安心問答−浄土真宗の信心について−

浄土真宗の信心についての問答

以名摂物録 後編(松澤祐然述)「34 罪の消えた信相が欲しい」

※このエントリーは、「以名摂物録 後編(松澤祐然述)」(著作権切れ)からのテキスト起こしです。
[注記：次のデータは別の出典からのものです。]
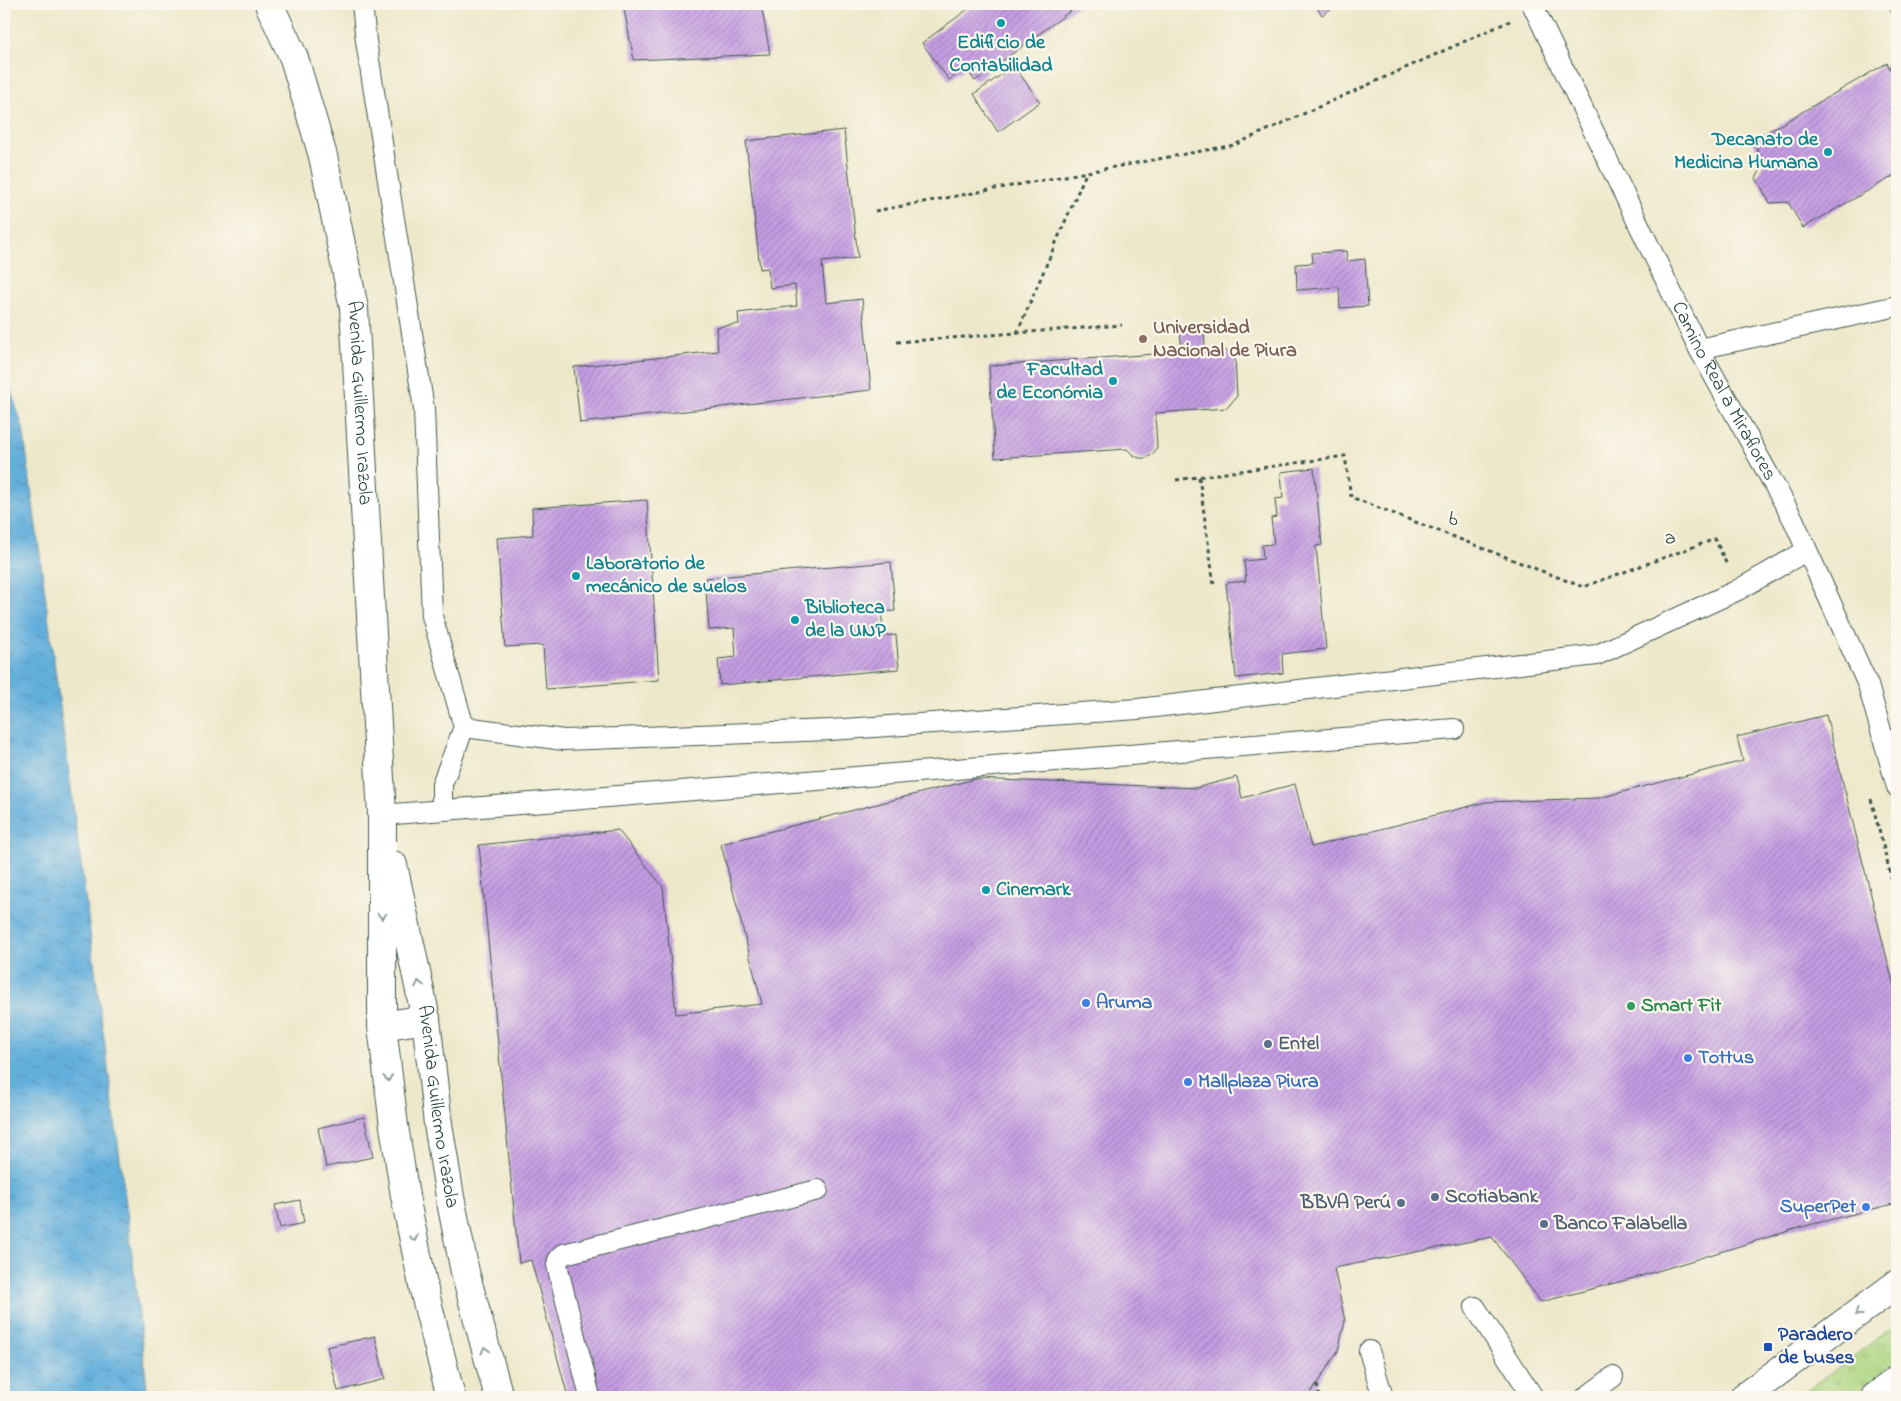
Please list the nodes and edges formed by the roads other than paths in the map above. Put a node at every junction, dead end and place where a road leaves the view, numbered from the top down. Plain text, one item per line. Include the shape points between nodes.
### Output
1 (269, 4) edge
2 (362, 4) edge
3 (1533, 7) edge
4 (1897, 306) edge
5 (1699, 349) junction
6 (1806, 551) junction
7 (464, 727) junction
8 (1454, 729) dead end
9 (1897, 787) edge
10 (442, 810) junction
11 (382, 815) junction
12 (426, 1019) junction
13 (382, 1026) junction
14 (818, 1190) dead end
15 (1897, 1284) edge
16 (1475, 1307) dead end
17 (1369, 1352) dead end
18 (1613, 1377) dead end
19 (1897, 1380) edge
20 (451, 1397) edge
21 (498, 1397) edge
22 (590, 1397) edge
23 (1383, 1397) edge
24 (1533, 1397) edge
25 (1586, 1397) edge
26 (1744, 1397) edge
27 (1875, 1397) edge

1 - 11 main road, Avenida Guillermo Irazola via 294,58 323,156 354,308
2 - 7 lane via 424,409 432,616
3 - 5 lane, Camino Real a Miraflores
4 - 5 lane
5 - 6 lane, Camino Real a Miraflores via 1793,519
6 - 7 lane via 1738,590 1598,655 1138,709 830,730 564,740
6 - 9 lane, Camino Real a Miraflores via 1868,685
7 - 10 lane via 442,784
8 - 10 lane
10 - 11 lane
12 -> 11 main road, Avenida Guillermo Irazola
11 -> 13 main road, Avenida Guillermo Irazola
12 - 13 main road
21 -> 12 main road, Avenida Guillermo Irazola via 465,1272 450,1197
13 -> 20 main road, Avenida Guillermo Irazola via 405,1196
14 - 22 lane via 564,1254 557,1265
15 -> 26 main road
16 - 24 lane
17 - 23 lane
18 - 25 lane
19 - 27 main road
※原文には、今日の目から見て差別語とみなすべき語彙や表現もありますが、著者が故人であること、当時の説教本であることも考慮してそ
のまま掲載しています。

34 罪の消えた信相が欲しい

 厳しい暑さの中も厭わずに、ようこそお集まり下された。斯かる数多の人々が、お集まりになって御座る場所では。ひときわ苦しい感じも致しますが。汗を出しても、油を流しても、聞きましょうぞ、聞きましょうぞ。三祇百大劫の修行の代わりじゃもの。無間焦熱の苦抜けの出来る話じゃもの。暫くは団扇づかいの気儘をやめて。恭敬の心に執持して、心静かに聴聞に入精して頂きたいことであります。
 
 
 さてこれまでは、本願の三信十念に付いて、根から底まで御話しを尽くしました。たのめと呼んで下されたも、称えよと仰せられたのも。衆生から出して来いよ揃えて参れの難題でない。たのむまいぞといわれても、たのめるいわれの御助けじゃもの。称えまいぞというたとて、六字が称うる品じゃもの。たのむいわれと称うる仕掛けのこもった六字の御助けが、出来上がったが十七願。その十七願の御助けの御六字が、聞其名号の一念に我等衆生の心の上では、たのみとなり力となり。口へ出しては、乃至十念の称名となる。是が第十八願の信行であります。
 
 
 そこで、たのめるよう称えらるるよう、御成就下された御六字が。確かに頂かれた人ならば。たのまれたばかりで、称えずにおらるる訳もなく。称えたばかりで、たのまずにおらるる道理もない。若しも信じたばかりで、称えずにおらるるか。称えただけで、信ぜずにおれるものならば、何れも如実のものではない。必ず信行不離というて、揃わねばならぬのじゃ。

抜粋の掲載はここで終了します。